Redressement ou liquidation judiciaire (avant le 01/01/2006)

Administrateur ou le débiteur autorisé ou le liquidateur et l’assureur

Par l’administrateur ou le liquidateur : Dès notification à l’assureur.

Par l’assureur : Dix jours après notification.

Délais de trois mois à compter de la date du jugement pour résilier.

Remboursement au prorata pour la période de risque non courue.

Redressement ou liquidation judiciaire (à compter du 01/01/2006)

L’administrateur peut conserver le contrat ou le résilier.

Dès notification à l’assureur.

Remboursement au prorata pour la période de risque non courue.

Non paiement

L’assureur

10 jours après suspension (40 jours après la mise en demeure)
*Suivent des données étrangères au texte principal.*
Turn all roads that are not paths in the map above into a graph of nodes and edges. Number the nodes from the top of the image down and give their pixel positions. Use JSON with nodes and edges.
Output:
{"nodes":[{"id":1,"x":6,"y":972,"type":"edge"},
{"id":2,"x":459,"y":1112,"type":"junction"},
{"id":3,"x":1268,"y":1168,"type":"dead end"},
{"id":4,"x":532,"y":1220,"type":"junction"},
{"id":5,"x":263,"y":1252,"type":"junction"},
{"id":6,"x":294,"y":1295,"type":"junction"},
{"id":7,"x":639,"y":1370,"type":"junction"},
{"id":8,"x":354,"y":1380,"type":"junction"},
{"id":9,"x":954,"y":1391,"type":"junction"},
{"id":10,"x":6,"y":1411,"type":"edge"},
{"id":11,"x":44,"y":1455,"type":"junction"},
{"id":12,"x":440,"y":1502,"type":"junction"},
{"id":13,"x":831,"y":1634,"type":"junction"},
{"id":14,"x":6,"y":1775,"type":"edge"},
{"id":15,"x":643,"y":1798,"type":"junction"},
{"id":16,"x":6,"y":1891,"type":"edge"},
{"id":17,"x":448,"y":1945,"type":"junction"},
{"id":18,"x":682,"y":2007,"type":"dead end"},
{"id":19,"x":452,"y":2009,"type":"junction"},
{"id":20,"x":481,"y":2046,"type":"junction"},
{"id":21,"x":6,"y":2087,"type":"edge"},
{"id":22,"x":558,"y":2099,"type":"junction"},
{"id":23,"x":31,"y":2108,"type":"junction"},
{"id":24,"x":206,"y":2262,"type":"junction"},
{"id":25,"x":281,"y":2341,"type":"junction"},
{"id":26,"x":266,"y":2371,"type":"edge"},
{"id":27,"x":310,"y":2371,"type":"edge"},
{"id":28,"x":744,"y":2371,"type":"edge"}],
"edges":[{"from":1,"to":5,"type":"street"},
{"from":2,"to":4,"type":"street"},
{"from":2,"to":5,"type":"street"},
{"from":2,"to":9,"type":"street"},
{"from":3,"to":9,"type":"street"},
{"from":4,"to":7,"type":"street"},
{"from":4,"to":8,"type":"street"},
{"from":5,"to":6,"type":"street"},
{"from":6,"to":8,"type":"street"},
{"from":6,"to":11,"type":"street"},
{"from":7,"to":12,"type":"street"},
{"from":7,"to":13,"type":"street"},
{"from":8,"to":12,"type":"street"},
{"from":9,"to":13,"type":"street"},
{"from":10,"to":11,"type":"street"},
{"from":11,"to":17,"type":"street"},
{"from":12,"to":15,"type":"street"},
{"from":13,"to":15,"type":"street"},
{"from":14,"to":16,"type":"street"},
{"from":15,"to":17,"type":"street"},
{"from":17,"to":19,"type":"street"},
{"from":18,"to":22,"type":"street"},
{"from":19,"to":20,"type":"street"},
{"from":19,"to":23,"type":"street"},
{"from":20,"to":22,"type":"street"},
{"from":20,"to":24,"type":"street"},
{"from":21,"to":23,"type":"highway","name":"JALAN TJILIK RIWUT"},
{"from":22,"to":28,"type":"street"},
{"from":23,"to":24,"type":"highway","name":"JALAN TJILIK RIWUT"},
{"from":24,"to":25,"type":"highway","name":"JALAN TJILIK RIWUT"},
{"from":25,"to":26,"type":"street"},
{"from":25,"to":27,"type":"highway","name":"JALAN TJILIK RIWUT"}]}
La prime reste due à l’assureur.

Omission ou inexactitude à la souscription ou en cours de contrat

L’assureur

10 jours après notification.

Remboursement au prorata pour la période de risque non courue.

Diminution du risque

L’assuré

30 jours après la dénonciation

Remboursement au prorata pour la période de risque non courue.

Aggravation du risque

L’assureur

10 après notification

Remboursement au prorata pour la période de risque non courue.

Résiliation pour sinistre

L’assureur

1 mois après notification

Remboursement au prorata pour la période de risque non courue.